<<<<

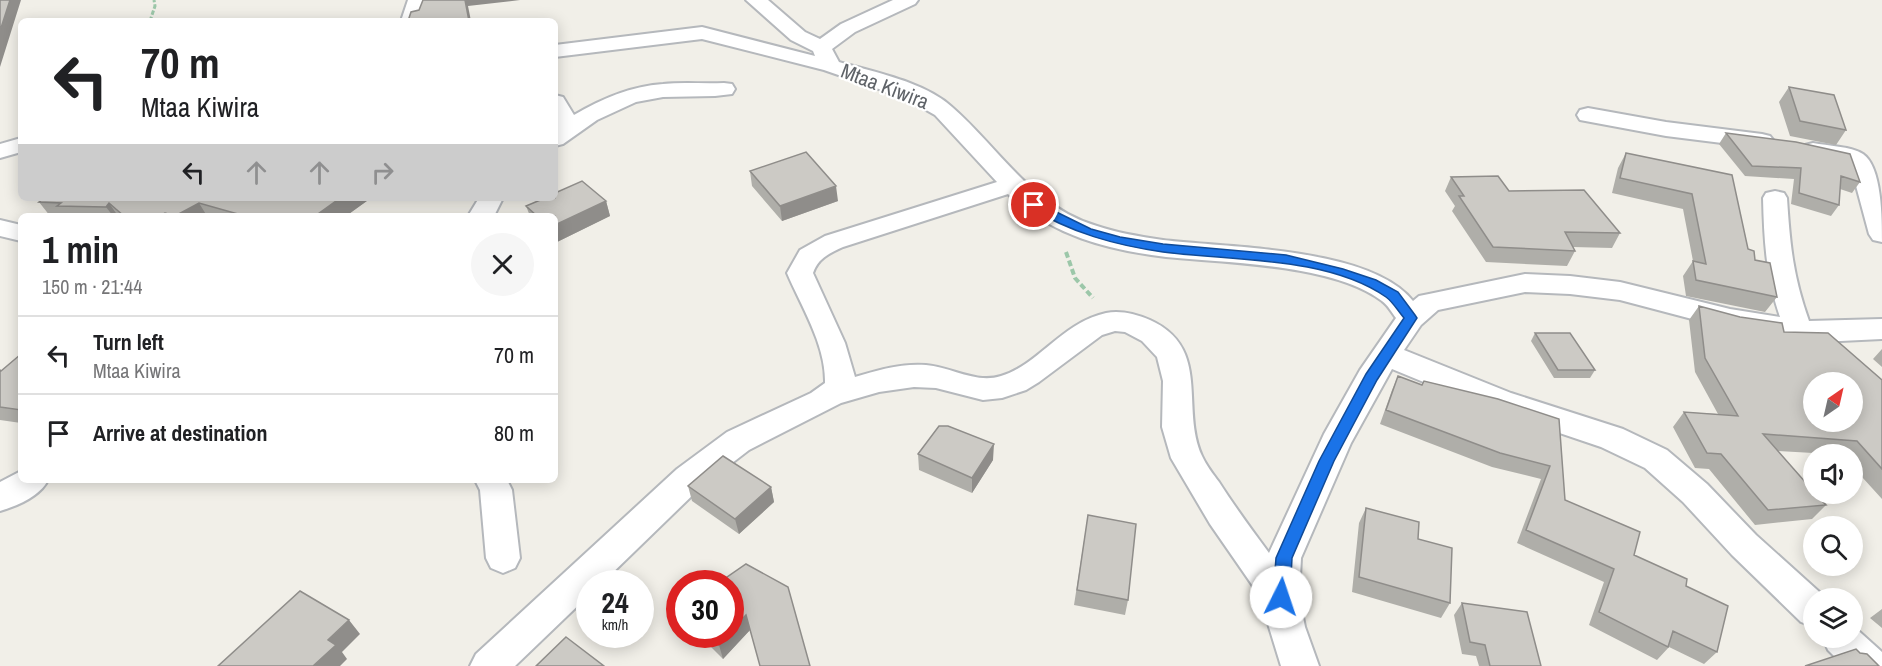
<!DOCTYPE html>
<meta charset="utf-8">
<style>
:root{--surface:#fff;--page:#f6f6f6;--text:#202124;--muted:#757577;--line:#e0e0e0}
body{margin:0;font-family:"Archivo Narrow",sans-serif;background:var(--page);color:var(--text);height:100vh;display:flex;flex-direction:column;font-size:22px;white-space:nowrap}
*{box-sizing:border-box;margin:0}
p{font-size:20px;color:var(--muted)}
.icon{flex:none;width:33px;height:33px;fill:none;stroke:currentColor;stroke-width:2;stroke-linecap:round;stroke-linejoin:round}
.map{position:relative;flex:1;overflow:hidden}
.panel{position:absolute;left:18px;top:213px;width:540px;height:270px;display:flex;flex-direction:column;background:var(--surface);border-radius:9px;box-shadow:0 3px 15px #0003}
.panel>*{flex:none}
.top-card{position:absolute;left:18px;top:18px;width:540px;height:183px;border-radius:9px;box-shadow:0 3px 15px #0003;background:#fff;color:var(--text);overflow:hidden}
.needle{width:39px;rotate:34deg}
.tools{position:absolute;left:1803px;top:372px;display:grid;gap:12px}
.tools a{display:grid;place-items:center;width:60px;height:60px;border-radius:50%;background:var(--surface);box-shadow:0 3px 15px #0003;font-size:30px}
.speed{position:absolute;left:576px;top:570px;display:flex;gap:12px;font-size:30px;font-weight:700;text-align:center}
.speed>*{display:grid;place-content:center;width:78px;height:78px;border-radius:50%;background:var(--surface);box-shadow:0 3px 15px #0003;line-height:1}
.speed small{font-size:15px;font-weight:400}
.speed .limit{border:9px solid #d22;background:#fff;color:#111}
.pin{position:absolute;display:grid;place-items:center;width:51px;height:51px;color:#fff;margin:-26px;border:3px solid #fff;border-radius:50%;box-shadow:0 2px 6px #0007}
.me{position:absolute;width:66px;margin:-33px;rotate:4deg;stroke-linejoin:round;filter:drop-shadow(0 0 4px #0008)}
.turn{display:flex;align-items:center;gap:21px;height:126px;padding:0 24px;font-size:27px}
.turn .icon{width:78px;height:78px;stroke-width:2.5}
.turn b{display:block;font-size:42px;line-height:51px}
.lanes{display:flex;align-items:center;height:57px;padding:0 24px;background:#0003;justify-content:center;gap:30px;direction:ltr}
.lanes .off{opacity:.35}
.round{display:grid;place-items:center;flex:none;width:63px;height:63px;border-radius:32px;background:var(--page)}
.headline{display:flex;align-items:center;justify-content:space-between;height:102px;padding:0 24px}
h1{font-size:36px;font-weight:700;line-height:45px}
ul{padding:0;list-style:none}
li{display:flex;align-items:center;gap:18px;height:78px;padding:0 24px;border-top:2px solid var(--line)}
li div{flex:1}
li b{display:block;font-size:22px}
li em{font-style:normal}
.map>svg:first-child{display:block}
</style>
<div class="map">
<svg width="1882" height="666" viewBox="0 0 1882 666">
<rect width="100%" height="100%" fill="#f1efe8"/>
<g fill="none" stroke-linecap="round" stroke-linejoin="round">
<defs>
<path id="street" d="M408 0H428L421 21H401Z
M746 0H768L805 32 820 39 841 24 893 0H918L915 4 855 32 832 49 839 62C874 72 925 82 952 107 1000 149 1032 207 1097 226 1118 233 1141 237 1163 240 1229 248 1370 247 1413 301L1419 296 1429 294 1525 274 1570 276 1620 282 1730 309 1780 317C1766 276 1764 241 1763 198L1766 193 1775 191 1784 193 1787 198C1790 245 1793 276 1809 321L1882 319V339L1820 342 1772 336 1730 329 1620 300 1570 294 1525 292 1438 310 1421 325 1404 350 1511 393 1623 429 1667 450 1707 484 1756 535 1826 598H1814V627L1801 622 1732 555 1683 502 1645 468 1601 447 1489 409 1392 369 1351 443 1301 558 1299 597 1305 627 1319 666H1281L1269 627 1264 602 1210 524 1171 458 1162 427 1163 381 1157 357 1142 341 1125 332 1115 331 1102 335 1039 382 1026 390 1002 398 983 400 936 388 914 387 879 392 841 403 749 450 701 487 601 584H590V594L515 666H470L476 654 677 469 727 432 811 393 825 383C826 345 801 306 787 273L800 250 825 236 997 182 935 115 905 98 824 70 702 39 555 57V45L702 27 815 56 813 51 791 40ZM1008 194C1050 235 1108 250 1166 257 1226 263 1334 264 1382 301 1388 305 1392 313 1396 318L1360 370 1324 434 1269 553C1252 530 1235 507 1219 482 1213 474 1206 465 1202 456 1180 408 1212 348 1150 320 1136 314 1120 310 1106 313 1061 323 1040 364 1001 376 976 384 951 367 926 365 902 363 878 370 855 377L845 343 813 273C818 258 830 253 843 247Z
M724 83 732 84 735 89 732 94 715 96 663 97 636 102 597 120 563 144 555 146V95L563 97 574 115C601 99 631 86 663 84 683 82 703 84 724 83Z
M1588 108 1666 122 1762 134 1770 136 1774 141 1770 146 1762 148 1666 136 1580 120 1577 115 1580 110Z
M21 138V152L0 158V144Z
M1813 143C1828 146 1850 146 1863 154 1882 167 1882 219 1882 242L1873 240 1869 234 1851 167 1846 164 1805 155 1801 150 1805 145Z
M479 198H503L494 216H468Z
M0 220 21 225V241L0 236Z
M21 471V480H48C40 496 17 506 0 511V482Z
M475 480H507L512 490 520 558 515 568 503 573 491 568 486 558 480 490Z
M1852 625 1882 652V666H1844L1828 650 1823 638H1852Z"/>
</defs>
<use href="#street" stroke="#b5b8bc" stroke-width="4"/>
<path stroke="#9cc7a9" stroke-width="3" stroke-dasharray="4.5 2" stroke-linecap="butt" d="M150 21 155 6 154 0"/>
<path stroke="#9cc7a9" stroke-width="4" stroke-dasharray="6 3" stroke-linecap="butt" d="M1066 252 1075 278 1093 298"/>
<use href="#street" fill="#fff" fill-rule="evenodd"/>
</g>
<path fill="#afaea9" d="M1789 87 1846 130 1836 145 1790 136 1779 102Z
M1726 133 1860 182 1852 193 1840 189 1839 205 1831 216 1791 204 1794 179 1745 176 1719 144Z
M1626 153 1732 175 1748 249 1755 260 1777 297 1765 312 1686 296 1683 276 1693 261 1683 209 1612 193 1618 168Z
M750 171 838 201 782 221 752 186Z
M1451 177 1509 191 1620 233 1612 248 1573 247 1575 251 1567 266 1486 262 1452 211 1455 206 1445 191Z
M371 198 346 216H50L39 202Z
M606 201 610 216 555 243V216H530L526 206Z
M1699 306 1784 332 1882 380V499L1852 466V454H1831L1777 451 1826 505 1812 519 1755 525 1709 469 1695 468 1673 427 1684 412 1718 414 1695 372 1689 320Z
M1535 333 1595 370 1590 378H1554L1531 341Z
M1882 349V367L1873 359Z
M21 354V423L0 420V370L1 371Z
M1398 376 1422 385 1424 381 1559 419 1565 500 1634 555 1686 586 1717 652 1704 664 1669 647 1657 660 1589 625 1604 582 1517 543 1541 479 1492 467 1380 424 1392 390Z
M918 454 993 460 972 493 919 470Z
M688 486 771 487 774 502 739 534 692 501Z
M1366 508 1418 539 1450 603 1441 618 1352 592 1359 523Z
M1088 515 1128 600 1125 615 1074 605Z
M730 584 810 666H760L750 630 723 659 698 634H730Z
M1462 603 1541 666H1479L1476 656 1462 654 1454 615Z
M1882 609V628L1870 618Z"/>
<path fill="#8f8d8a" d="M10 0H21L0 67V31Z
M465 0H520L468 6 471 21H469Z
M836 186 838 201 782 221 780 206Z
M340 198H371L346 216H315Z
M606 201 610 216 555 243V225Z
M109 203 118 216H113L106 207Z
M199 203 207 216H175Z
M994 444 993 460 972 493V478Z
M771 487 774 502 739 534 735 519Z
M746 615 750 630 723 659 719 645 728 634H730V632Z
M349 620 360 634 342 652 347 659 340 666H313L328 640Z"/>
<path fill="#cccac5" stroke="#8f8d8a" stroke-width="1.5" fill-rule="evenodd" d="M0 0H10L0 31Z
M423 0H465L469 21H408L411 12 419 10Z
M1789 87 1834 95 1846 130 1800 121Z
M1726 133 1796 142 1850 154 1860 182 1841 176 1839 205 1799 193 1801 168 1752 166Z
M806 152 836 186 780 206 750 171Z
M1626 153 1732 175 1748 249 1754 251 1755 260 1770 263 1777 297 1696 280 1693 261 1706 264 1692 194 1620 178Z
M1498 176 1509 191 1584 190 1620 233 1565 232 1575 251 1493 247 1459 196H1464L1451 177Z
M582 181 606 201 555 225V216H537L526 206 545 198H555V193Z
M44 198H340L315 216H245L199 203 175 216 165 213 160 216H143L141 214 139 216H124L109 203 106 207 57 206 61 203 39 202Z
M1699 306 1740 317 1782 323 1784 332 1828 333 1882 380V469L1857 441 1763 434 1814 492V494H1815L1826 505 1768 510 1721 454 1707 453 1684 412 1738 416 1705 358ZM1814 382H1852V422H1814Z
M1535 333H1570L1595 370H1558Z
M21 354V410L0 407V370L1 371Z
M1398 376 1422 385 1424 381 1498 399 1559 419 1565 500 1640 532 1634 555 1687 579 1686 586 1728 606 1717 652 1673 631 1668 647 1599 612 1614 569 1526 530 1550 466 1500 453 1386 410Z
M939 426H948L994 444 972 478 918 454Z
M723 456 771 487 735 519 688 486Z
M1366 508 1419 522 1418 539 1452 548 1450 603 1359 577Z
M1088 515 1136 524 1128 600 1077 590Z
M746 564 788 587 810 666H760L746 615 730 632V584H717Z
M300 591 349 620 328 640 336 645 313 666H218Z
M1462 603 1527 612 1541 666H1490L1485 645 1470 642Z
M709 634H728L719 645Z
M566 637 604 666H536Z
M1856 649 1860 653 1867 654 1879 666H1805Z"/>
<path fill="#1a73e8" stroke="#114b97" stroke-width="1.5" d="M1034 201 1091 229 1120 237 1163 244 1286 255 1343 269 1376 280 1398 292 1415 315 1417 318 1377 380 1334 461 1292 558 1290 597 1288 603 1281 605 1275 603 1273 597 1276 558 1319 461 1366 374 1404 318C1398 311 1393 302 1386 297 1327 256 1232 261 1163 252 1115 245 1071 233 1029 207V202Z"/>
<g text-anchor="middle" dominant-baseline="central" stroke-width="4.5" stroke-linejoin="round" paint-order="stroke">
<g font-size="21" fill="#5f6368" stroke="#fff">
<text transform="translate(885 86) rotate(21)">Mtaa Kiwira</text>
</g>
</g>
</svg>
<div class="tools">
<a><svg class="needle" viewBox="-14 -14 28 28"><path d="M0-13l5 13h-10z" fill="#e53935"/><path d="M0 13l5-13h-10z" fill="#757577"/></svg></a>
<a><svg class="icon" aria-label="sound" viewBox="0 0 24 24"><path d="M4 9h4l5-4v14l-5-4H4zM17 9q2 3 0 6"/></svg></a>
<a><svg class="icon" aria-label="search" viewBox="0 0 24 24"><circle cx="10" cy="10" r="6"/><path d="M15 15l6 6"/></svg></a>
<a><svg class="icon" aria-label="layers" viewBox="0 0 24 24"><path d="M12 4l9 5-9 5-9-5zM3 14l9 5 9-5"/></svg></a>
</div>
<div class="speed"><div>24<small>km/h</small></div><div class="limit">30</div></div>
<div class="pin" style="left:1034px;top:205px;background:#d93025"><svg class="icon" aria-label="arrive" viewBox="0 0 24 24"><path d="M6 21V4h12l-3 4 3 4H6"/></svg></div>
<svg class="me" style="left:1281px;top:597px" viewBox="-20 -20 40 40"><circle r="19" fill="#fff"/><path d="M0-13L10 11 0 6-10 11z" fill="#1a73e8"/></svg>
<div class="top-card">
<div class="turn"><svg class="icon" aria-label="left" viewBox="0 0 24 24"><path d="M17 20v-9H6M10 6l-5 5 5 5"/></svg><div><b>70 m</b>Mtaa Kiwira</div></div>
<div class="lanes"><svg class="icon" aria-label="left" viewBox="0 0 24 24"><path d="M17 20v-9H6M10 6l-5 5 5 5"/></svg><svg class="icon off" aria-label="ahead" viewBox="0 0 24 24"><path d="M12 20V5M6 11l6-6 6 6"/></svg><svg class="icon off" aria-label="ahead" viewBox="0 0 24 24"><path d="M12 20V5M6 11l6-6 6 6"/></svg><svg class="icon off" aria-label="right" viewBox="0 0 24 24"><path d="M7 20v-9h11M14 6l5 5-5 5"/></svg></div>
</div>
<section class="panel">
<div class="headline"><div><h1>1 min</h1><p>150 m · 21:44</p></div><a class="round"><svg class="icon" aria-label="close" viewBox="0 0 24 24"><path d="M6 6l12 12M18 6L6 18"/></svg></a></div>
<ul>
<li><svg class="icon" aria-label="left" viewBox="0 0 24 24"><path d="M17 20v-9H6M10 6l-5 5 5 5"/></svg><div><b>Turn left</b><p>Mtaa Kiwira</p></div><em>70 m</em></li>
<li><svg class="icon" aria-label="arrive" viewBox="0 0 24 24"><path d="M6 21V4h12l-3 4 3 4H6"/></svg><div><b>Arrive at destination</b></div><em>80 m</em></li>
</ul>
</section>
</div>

>>>>

Your goal> Only lines holding the word "limit" are wanted; copy each one from the listing.

Task output>
.speed .limit{border:9px solid #d22;background:#fff;color:#111}
<div class="speed"><div>24<small>km/h</small></div><div class="limit">30</div></div>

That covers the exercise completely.